Bem sei que é uma loja de livros. Comércio mais bonito não deve haver, bem sei. E se eu gosto de livrarias, de boas livrarias, onde me perco horas esquecidas. Mas é comércio, não esqueçam. E lembrem-se também que estou a articular esta actividade de negócio com uma atitude, por omissão, em relação a criadores de Literatura, de Arte que a livraria venderá...
Não é de ficar perplexo? Então, Sua Excelência, em data tão simbólica para o futuro da Europa, dá o flanco, através deste sinal tão comercial? Vendo bem as coisas, a perplexidade não é, mesmo nada, para aqui chamada. Sua Excelência, aliás, tem-nos habituado a bem mais nefastas atitudes como, por exemplo, a de ter patrocinado o fim da Festa da Música no CCB. Mas, respondam-me com toda a franqueza se, das bandas da Ajuda, estavam à espera de algo, mais substancialmente cultural...

quarta-feira, 12 de dezembro de 2007


O caso do pilar inestético


Há cerca de duas semanas, falava eu com uma técnica da Câmara Municipal de Sintra acerca da necessidade de dotar determinada via com dispositivos dissuasores do estacionamento de viaturas em cima dos passeios. Colocando a possibilidade de aplicar certo modelo de pilares metálicos, fui confrontado com a impossibilidade de concretização devido a questões de segurança.
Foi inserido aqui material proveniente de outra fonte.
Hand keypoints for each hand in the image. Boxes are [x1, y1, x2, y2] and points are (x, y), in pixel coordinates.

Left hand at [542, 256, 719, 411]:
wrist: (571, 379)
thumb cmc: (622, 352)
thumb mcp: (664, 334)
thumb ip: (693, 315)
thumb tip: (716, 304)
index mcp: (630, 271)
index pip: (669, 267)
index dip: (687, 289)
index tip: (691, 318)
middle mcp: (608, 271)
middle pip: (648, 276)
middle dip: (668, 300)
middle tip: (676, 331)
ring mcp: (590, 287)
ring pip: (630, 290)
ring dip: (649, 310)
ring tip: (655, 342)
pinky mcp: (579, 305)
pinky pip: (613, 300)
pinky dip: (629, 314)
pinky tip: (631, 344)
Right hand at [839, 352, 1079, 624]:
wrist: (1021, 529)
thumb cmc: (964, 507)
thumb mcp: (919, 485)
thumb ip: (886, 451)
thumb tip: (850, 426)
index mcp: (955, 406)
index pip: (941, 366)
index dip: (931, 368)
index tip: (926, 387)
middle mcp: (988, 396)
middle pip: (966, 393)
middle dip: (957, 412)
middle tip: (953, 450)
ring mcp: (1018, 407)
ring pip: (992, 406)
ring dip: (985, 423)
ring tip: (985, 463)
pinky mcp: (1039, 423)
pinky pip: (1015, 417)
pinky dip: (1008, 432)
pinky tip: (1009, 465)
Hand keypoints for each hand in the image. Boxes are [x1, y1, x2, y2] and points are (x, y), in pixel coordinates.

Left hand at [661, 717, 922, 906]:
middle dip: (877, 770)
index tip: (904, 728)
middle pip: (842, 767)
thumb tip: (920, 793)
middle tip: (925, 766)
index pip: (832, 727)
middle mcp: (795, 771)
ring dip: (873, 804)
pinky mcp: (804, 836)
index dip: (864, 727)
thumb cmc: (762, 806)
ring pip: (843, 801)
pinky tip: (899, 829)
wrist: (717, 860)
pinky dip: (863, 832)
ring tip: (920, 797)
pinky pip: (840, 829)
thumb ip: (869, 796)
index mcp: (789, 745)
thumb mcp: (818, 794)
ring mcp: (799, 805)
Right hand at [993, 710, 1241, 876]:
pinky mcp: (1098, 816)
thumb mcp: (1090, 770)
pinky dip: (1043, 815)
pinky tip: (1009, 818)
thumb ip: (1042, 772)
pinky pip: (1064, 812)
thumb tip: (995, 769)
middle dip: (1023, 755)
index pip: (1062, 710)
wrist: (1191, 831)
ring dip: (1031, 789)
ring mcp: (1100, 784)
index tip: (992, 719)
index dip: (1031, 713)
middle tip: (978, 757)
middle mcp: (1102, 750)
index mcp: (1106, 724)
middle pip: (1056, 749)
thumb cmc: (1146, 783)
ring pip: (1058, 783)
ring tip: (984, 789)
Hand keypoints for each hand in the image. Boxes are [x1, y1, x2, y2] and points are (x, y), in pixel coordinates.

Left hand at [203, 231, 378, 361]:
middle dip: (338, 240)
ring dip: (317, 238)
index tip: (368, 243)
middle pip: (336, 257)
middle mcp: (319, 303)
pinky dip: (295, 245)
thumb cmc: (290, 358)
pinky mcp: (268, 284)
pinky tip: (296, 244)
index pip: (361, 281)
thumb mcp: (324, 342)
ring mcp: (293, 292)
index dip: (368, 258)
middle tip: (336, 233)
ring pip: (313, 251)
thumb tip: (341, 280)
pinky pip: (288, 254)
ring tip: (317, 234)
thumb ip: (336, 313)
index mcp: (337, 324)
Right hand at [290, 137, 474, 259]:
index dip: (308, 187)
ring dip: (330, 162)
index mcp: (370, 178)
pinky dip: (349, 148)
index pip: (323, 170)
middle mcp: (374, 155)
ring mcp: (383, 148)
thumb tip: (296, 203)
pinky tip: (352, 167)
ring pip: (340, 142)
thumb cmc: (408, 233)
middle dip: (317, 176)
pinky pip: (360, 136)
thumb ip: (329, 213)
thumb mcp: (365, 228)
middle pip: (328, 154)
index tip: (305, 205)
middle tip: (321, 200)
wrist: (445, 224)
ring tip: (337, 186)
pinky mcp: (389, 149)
Pois, muito bem, em caso de incêndio, por exemplo, as viaturas de ataque ao sinistro poderiam ter de recorrer à utilização dos passeios para assegurarem o acesso ao local onde seria preciso actuar. Todavia, a instalação dos pilares em questão impediria tal recurso. Nestes termos, aconselha a prudência que sejam estudados meios de dissuasão que, em situação limite de desastre, não constituam obstáculo.

Seguidamente, ainda com o mesmo propósito, apresentava eu a alternativa dos pilares longitudinais que, normalmente pintados de amarelo, marcam eficaz presença em certas ruas de Sintra. Colocados a estratégica distância uns dos outros, constituem solução muito acessível, se comparada com a dos pilares cilíndricos que, no entanto, são incomparavelmente mais dispendiosos.

De baixa altura, conseguem dissuadir qualquer condutor de veículo ligeiro ao seu assalto mas, por outro lado, são facilmente transponíveis por um carro de bombeiros, cujas características permitem tal manobra, sem afectar qualquer componente mecânica. Aparentemente, ali estava a solução ideal, perfeitamente adequada.

Isso era o que eu julgava. Bem podia eu acrescentar que, inclusive, é algo que tenho visto um pouco por todo o lado, tanto em Portugal como no estrangeiro, que a referida técnica se mostraria irredutível. Mas, então, por que motivo? Tão somente, por uma questão de estética. São feios, percebem? Baratos, praticamente inócuos, eficazes, sim senhor, mas declaradamente feios.

Bem, uma lástima que a senhora alvitrava poder resolver através da instalação de floreiras, cujo volume, tanto quanto sou levado a concluir, não é nada compatível com as invocadas razões de segurança que, lembrem-se, não podem dificultar o recurso às expeditas medidas que mencionei...

Não há dúvida que, sendo caricato, não chega a constituir problema intransponível. Não deixa é de revelar uma atitude técnica que dá que pensar.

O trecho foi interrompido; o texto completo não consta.